• [Given data]
—————

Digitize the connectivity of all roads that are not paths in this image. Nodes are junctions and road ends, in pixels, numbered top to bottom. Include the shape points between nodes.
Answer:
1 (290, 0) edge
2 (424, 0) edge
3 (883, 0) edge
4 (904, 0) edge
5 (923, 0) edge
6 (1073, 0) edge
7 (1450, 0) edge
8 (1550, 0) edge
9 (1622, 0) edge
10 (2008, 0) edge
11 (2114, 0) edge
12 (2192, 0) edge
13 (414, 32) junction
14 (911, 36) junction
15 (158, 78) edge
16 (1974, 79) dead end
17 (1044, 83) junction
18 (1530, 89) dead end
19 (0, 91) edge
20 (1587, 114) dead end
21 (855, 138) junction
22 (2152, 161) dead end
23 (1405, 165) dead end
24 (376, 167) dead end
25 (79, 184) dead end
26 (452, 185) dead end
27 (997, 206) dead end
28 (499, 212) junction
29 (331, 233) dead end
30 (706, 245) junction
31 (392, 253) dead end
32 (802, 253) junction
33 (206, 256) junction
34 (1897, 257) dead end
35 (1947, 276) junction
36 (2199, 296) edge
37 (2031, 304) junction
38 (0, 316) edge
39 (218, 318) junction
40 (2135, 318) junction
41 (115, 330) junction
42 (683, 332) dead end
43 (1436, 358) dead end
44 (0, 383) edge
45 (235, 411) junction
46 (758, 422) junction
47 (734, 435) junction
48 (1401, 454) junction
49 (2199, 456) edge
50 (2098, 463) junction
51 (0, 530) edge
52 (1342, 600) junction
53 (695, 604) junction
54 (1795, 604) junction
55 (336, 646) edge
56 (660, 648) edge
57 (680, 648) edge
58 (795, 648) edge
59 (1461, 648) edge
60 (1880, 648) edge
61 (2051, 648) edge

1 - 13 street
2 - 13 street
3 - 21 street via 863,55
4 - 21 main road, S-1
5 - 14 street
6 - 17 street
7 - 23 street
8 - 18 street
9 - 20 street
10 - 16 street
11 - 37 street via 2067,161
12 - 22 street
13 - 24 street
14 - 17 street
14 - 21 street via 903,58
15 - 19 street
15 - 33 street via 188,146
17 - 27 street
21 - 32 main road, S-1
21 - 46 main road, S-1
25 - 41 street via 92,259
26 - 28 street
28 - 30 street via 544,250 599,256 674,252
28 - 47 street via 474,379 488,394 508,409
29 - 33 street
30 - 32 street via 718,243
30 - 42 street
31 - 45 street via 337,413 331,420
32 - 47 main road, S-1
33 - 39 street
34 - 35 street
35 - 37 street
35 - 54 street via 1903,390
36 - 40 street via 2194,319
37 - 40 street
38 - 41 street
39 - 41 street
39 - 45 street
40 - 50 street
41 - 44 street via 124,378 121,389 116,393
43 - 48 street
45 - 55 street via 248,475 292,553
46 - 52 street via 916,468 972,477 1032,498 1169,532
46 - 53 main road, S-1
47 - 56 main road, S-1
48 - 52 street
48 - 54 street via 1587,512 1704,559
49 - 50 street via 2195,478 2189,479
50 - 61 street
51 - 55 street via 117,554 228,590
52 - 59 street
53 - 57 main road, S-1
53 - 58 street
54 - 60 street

—————

• [Your goal]
This exercise asks for every line of the records to be repeated exactly.

• [Output for this exercise]
Digitize the connectivity of all roads that are not paths in this image. Nodes are junctions and road ends, in pixels, numbered top to bottom. Include the shape points between nodes.
Answer:
1 (290, 0) edge
2 (424, 0) edge
3 (883, 0) edge
4 (904, 0) edge
5 (923, 0) edge
6 (1073, 0) edge
7 (1450, 0) edge
8 (1550, 0) edge
9 (1622, 0) edge
10 (2008, 0) edge
11 (2114, 0) edge
12 (2192, 0) edge
13 (414, 32) junction
14 (911, 36) junction
15 (158, 78) edge
16 (1974, 79) dead end
17 (1044, 83) junction
18 (1530, 89) dead end
19 (0, 91) edge
20 (1587, 114) dead end
21 (855, 138) junction
22 (2152, 161) dead end
23 (1405, 165) dead end
24 (376, 167) dead end
25 (79, 184) dead end
26 (452, 185) dead end
27 (997, 206) dead end
28 (499, 212) junction
29 (331, 233) dead end
30 (706, 245) junction
31 (392, 253) dead end
32 (802, 253) junction
33 (206, 256) junction
34 (1897, 257) dead end
35 (1947, 276) junction
36 (2199, 296) edge
37 (2031, 304) junction
38 (0, 316) edge
39 (218, 318) junction
40 (2135, 318) junction
41 (115, 330) junction
42 (683, 332) dead end
43 (1436, 358) dead end
44 (0, 383) edge
45 (235, 411) junction
46 (758, 422) junction
47 (734, 435) junction
48 (1401, 454) junction
49 (2199, 456) edge
50 (2098, 463) junction
51 (0, 530) edge
52 (1342, 600) junction
53 (695, 604) junction
54 (1795, 604) junction
55 (336, 646) edge
56 (660, 648) edge
57 (680, 648) edge
58 (795, 648) edge
59 (1461, 648) edge
60 (1880, 648) edge
61 (2051, 648) edge

1 - 13 street
2 - 13 street
3 - 21 street via 863,55
4 - 21 main road, S-1
5 - 14 street
6 - 17 street
7 - 23 street
8 - 18 street
9 - 20 street
10 - 16 street
11 - 37 street via 2067,161
12 - 22 street
13 - 24 street
14 - 17 street
14 - 21 street via 903,58
15 - 19 street
15 - 33 street via 188,146
17 - 27 street
21 - 32 main road, S-1
21 - 46 main road, S-1
25 - 41 street via 92,259
26 - 28 street
28 - 30 street via 544,250 599,256 674,252
28 - 47 street via 474,379 488,394 508,409
29 - 33 street
30 - 32 street via 718,243
30 - 42 street
31 - 45 street via 337,413 331,420
32 - 47 main road, S-1
33 - 39 street
34 - 35 street
35 - 37 street
35 - 54 street via 1903,390
36 - 40 street via 2194,319
37 - 40 street
38 - 41 street
39 - 41 street
39 - 45 street
40 - 50 street
41 - 44 street via 124,378 121,389 116,393
43 - 48 street
45 - 55 street via 248,475 292,553
46 - 52 street via 916,468 972,477 1032,498 1169,532
46 - 53 main road, S-1
47 - 56 main road, S-1
48 - 52 street
48 - 54 street via 1587,512 1704,559
49 - 50 street via 2195,478 2189,479
50 - 61 street
51 - 55 street via 117,554 228,590
52 - 59 street
53 - 57 main road, S-1
53 - 58 street
54 - 60 street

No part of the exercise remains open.